What is required :: This calls for a verbatim copy of all the data, with no images carried over.

Data to process ::
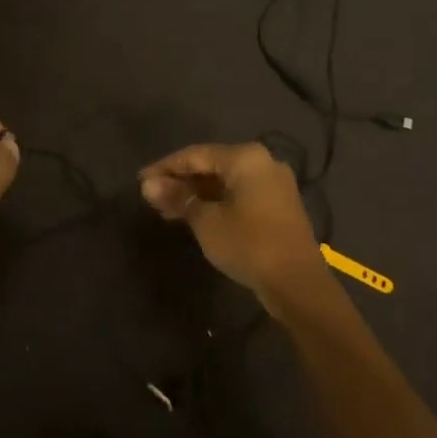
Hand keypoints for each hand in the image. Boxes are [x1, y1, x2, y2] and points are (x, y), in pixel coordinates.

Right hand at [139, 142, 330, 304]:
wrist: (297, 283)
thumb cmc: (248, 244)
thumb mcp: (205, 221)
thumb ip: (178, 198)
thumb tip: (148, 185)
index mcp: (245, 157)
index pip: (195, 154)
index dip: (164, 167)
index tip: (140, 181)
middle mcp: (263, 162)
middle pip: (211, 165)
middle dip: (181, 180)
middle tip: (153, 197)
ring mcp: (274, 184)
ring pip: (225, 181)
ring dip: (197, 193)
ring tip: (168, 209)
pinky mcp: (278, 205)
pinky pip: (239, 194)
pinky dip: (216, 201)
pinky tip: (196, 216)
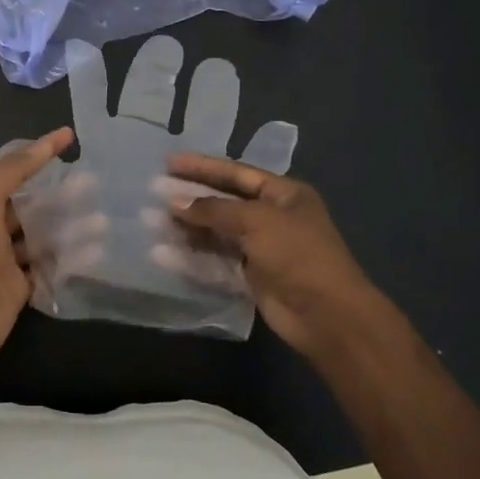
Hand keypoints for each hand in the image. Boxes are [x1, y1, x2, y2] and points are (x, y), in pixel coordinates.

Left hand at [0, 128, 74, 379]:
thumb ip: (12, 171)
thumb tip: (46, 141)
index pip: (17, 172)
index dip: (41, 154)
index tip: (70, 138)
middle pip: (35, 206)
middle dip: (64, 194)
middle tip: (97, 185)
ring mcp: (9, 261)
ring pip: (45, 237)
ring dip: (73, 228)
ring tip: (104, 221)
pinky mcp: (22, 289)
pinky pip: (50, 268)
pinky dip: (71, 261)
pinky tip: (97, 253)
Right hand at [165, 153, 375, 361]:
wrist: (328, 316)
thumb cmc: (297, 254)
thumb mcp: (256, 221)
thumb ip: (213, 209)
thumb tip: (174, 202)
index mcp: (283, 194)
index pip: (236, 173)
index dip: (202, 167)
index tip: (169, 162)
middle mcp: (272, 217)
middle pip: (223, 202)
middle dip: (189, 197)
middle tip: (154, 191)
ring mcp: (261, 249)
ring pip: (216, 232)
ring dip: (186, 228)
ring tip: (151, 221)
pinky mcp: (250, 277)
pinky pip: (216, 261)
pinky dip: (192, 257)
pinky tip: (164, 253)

Response for this exercise ::
Hand keypoints for each hand in the image. Boxes are [x1, y1, x2, y2] and points are (x, y), in pixel coordinates.

Right hand at [139, 142, 330, 304]:
wrist: (297, 283)
thumb cmc: (248, 244)
thumb mcp: (205, 221)
thumb ip: (178, 198)
thumb tip: (148, 185)
index mcp: (245, 157)
index pip: (195, 154)
index dip: (164, 167)
index tip: (140, 181)
middle mcp: (263, 162)
middle pip: (211, 165)
middle dip: (181, 180)
middle tip: (153, 197)
ring mcp: (274, 184)
ring pip: (225, 181)
ring dip: (197, 193)
ring tip: (168, 209)
pinky mcp: (278, 205)
pinky pip: (239, 194)
pinky dip: (216, 201)
pinky tip: (196, 216)
Hand keypoints for each hand in the image. Boxes are [x1, y1, x2, y2] and points are (x, y), in pixel coordinates.

Left hand at [0, 128, 74, 379]:
thumb ip: (12, 171)
thumb tip: (46, 141)
index pip: (17, 172)
index dip: (41, 154)
index tip: (70, 138)
middle pip: (35, 206)
middle dip: (64, 194)
middle tip: (97, 185)
ring mcp: (9, 261)
ring pip: (45, 237)
ring dip: (73, 228)
ring tip: (104, 221)
pinky mcp: (22, 289)
pinky pip: (50, 268)
pinky dip: (71, 261)
pinky tip: (97, 253)
Right hand at [165, 153, 375, 361]:
wrist: (328, 316)
thumb cmc: (297, 254)
thumb mcp: (256, 221)
thumb ip: (213, 209)
thumb tip: (174, 202)
index mcp: (283, 194)
index pip: (236, 173)
index dip: (202, 167)
index tip: (169, 162)
middle mcp: (272, 217)
middle pip: (223, 202)
middle dip: (189, 197)
middle tip: (154, 191)
ring mcp: (261, 249)
ring pip: (216, 232)
ring dip: (186, 228)
ring tip: (151, 221)
pinky mcp: (250, 277)
pinky pip: (216, 261)
pinky dip: (192, 257)
pinky tip: (164, 253)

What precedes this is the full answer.